## Work order
The lines you return must be all those in the data that hold the string "roads".

## Material for this exercise
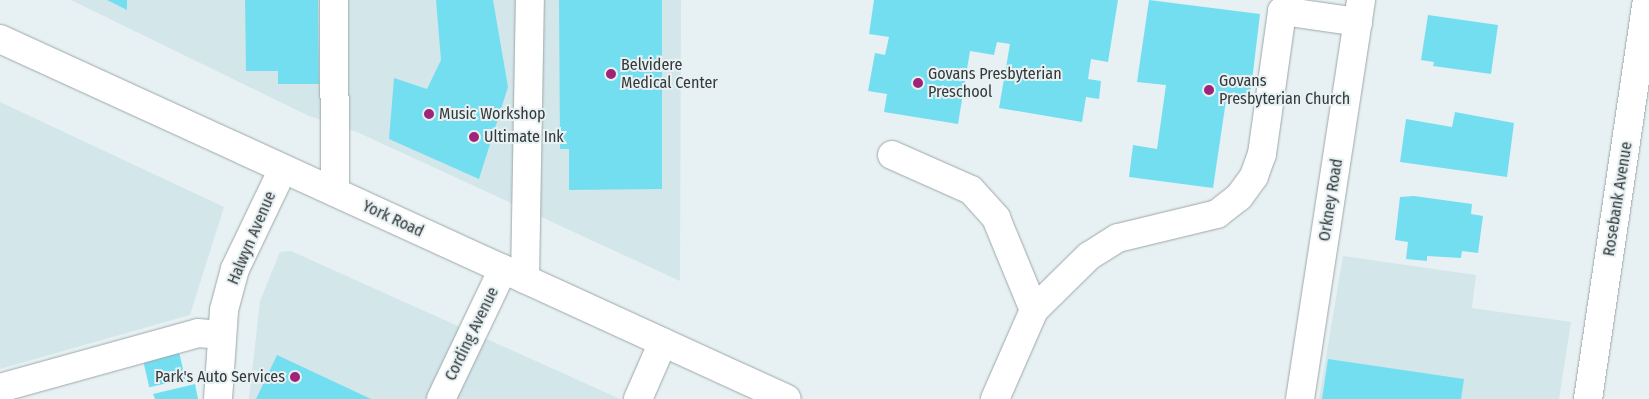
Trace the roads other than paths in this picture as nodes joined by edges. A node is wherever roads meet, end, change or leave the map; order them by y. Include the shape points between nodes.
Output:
1 (334, 0) edge
2 (530, 0) edge
3 (1648, 0) edge
4 (1275, 5) edge
5 (1360, 11) edge
6 (0, 39) edge
7 (892, 155) dead end
8 (283, 169) junction
9 (335, 192) junction
10 (514, 274) junction
11 (1034, 310) junction
12 (220, 335) junction
13 (663, 342) junction
14 (0, 388) edge
15 (218, 399) edge
16 (441, 399) edge
17 (638, 399) edge
18 (786, 399) edge
19 (995, 399) edge
20 (1300, 399) edge
21 (1588, 399) edge

1 - 9 street
2 - 10 street
3 - 21 street, Rosebank Avenue
4 - 5 street
4 - 11 street via 1262,154 1254,176 1239,197 1217,214 1118,238 1089,256
5 - 20 street, Orkney Road
6 - 8 street, York Road
7 - 11 street via 970,190 990,211 1018,267
8 - 9 street, York Road
8 - 12 street, Halwyn Avenue via 236,268
9 - 10 street, York Road
10 - 13 street, York Road
10 - 16 street, Cording Avenue
11 - 19 street
12 - 14 street via 198,332
12 - 15 street, Halwyn Avenue
13 - 17 street
13 - 18 street, York Road

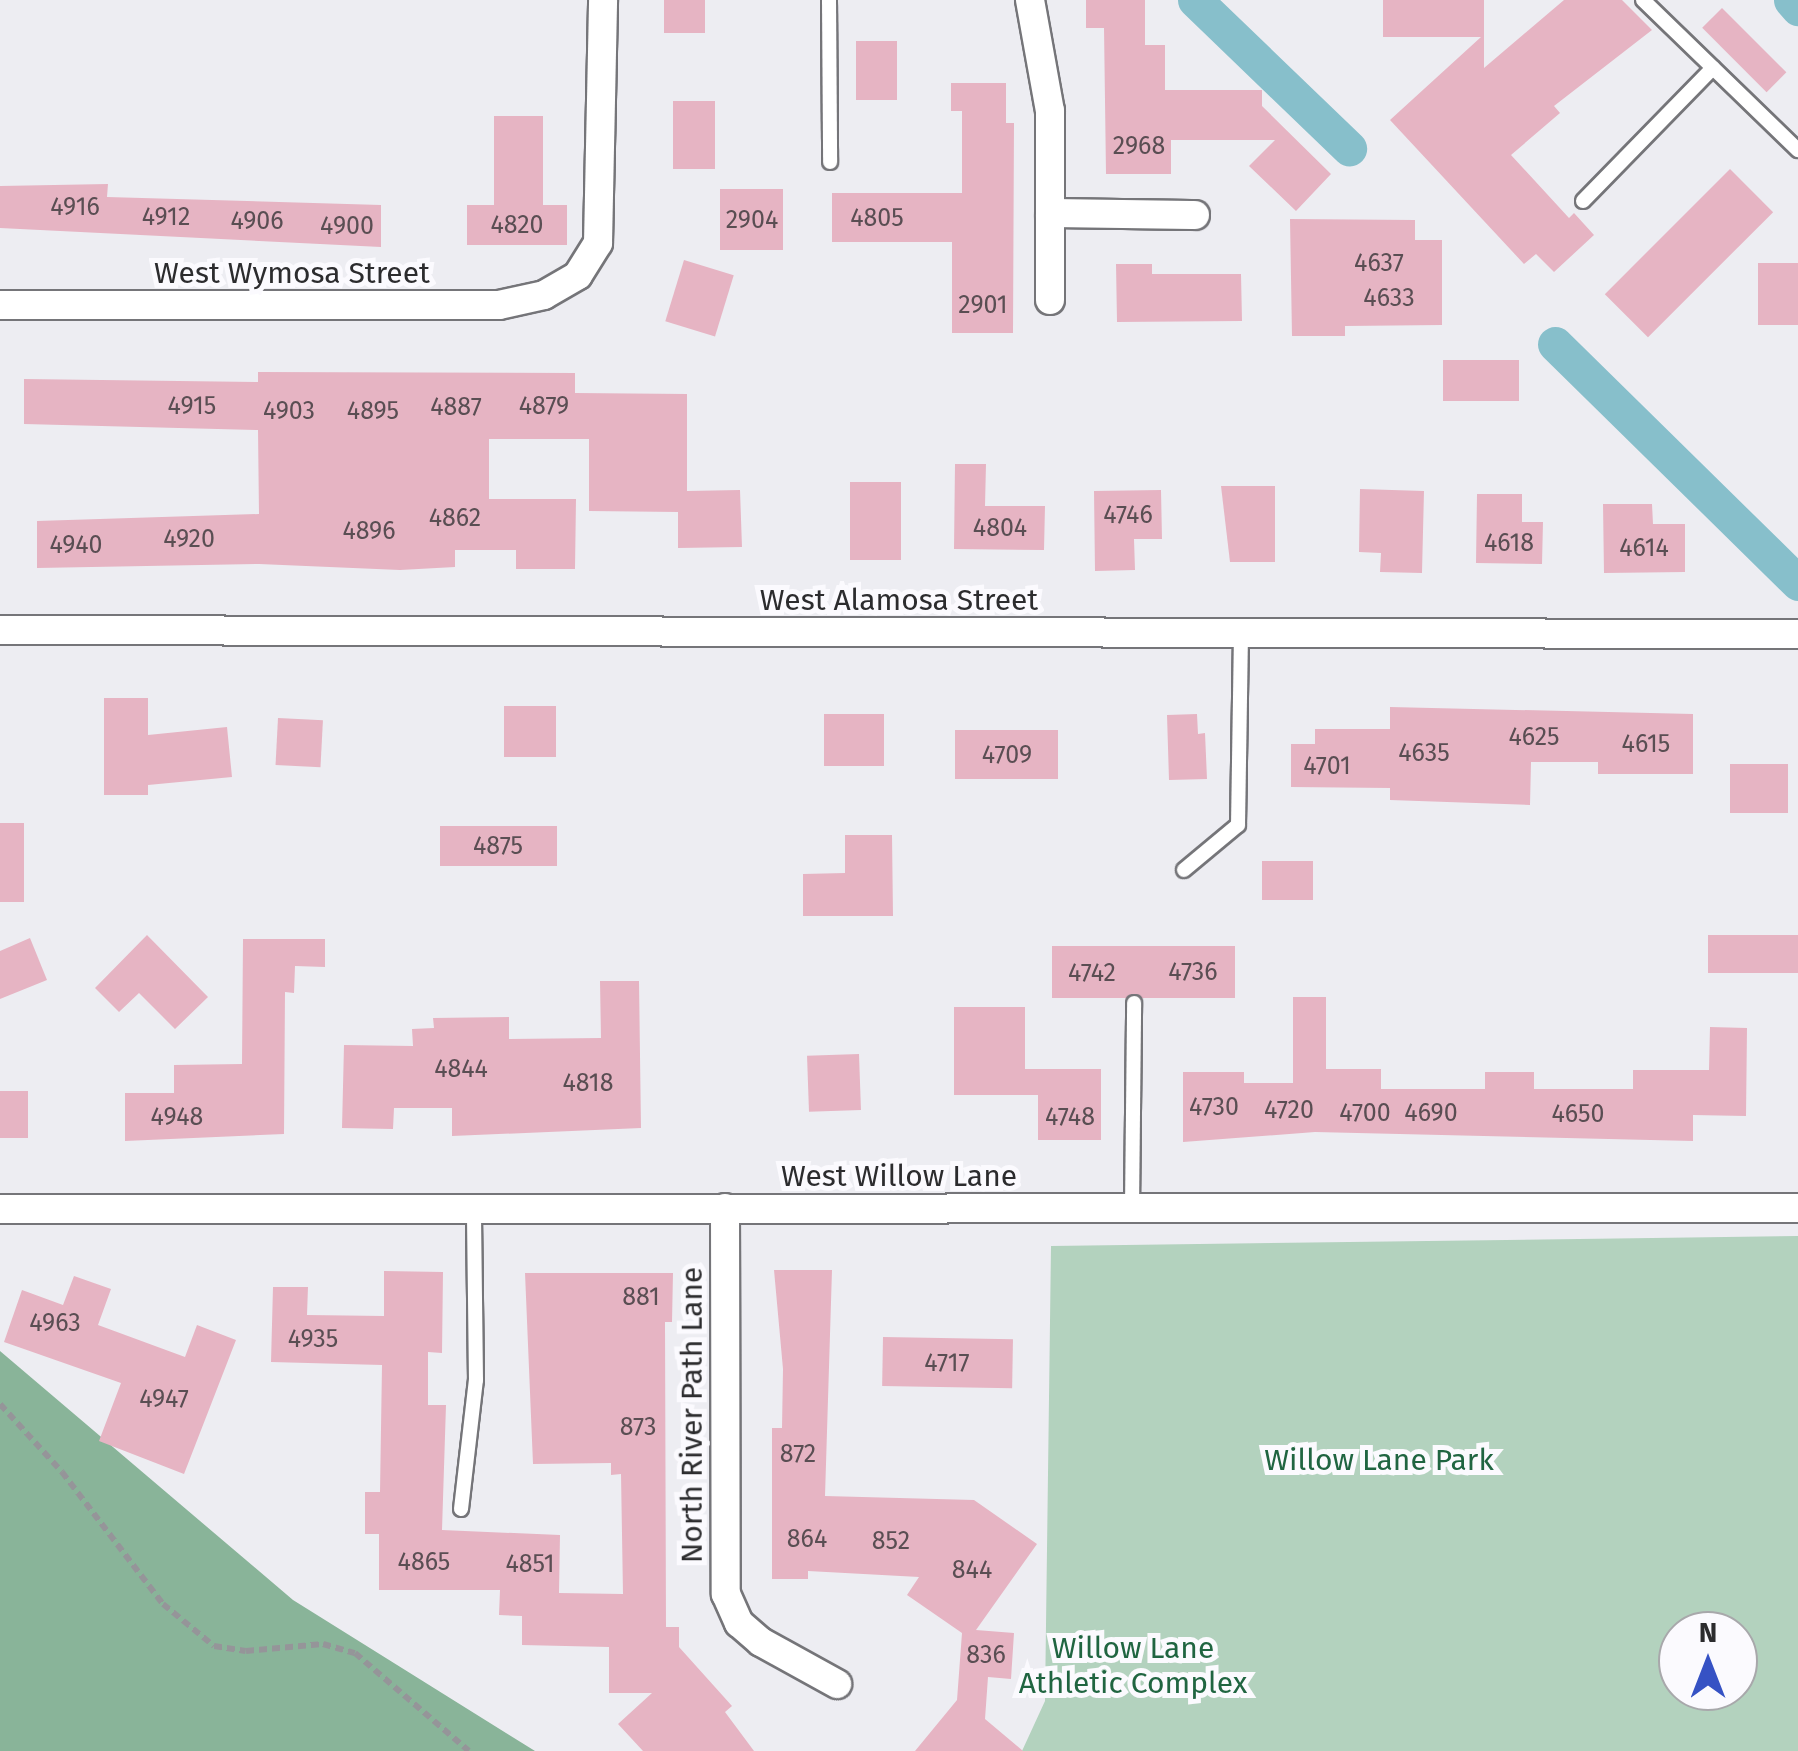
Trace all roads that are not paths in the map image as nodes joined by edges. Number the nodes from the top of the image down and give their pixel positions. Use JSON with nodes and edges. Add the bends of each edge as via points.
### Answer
{"nodes":[{"id":1,"x":603,"y":0,"type":"edge"},
{"id":2,"x":829,"y":0,"type":"edge"},
{"id":3,"x":1030,"y":0,"type":"edge"},
{"id":4,"x":1643,"y":0,"type":"edge"},
{"id":5,"x":1713,"y":68,"type":"junction"},
{"id":6,"x":1798,"y":150,"type":"edge"},
{"id":7,"x":830,"y":162,"type":"dead end"},
{"id":8,"x":1583,"y":201,"type":"dead end"},
{"id":9,"x":1050,"y":214,"type":"junction"},
{"id":10,"x":1195,"y":214,"type":"dead end"},
{"id":11,"x":1050,"y":300,"type":"dead end"},
{"id":12,"x":0,"y":305,"type":"edge"},
{"id":13,"x":0,"y":630,"type":"edge"},
{"id":14,"x":1241,"y":633,"type":"junction"},
{"id":15,"x":1798,"y":634,"type":"edge"},
{"id":16,"x":1184,"y":870,"type":"dead end"},
{"id":17,"x":1134,"y":1003,"type":"dead end"},
{"id":18,"x":725,"y":1208,"type":"junction"},
{"id":19,"x":1132,"y":1208,"type":"junction"},
{"id":20,"x":1798,"y":1208,"type":"edge"},
{"id":21,"x":0,"y":1209,"type":"edge"},
{"id":22,"x":474,"y":1209,"type":"junction"},
{"id":23,"x":461,"y":1509,"type":"dead end"},
{"id":24,"x":836,"y":1684,"type":"dead end"}],
"edges":[{"from":1,"to":12,"type":"street","name":"West Wymosa Street","via":[[604,208],[598,243],[578,275],[544,295],[499,304]]},
{"from":2,"to":7,"type":"lane"},
{"from":3,"to":9,"type":"street","via":[[1050,112]]},
{"from":4,"to":5,"type":"lane"},
{"from":5,"to":6,"type":"lane"},
{"from":5,"to":8,"type":"lane"},
{"from":9,"to":10,"type":"street"},
{"from":9,"to":11,"type":"street"},
{"from":13,"to":14,"type":"street","name":"West Alamosa Street"},
{"from":14,"to":15,"type":"street","name":"West Alamosa Street"},
{"from":14,"to":16,"type":"lane","via":[[1238,825]]},
{"from":17,"to":19,"type":"lane"},
{"from":18,"to":19,"type":"street","name":"West Willow Lane"},
{"from":18,"to":22,"type":"street","name":"West Willow Lane"},
{"from":18,"to":24,"type":"street","name":"North River Path Lane","via":[[726,1594],[738,1623],[760,1642]]},
{"from":19,"to":20,"type":"street","name":"West Willow Lane"},
{"from":21,"to":22,"type":"street","name":"West Willow Lane"},
{"from":22,"to":23,"type":"lane","via":[[476,1380]]}]}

## Expected output
Trace the roads other than paths in this picture as nodes joined by edges. A node is wherever roads meet, end, change or leave the map; order them by y. Include the shape points between nodes.
Trace all roads that are not paths in the map image as nodes joined by edges. Number the nodes from the top of the image down and give their pixel positions. Use JSON with nodes and edges. Add the bends of each edge as via points.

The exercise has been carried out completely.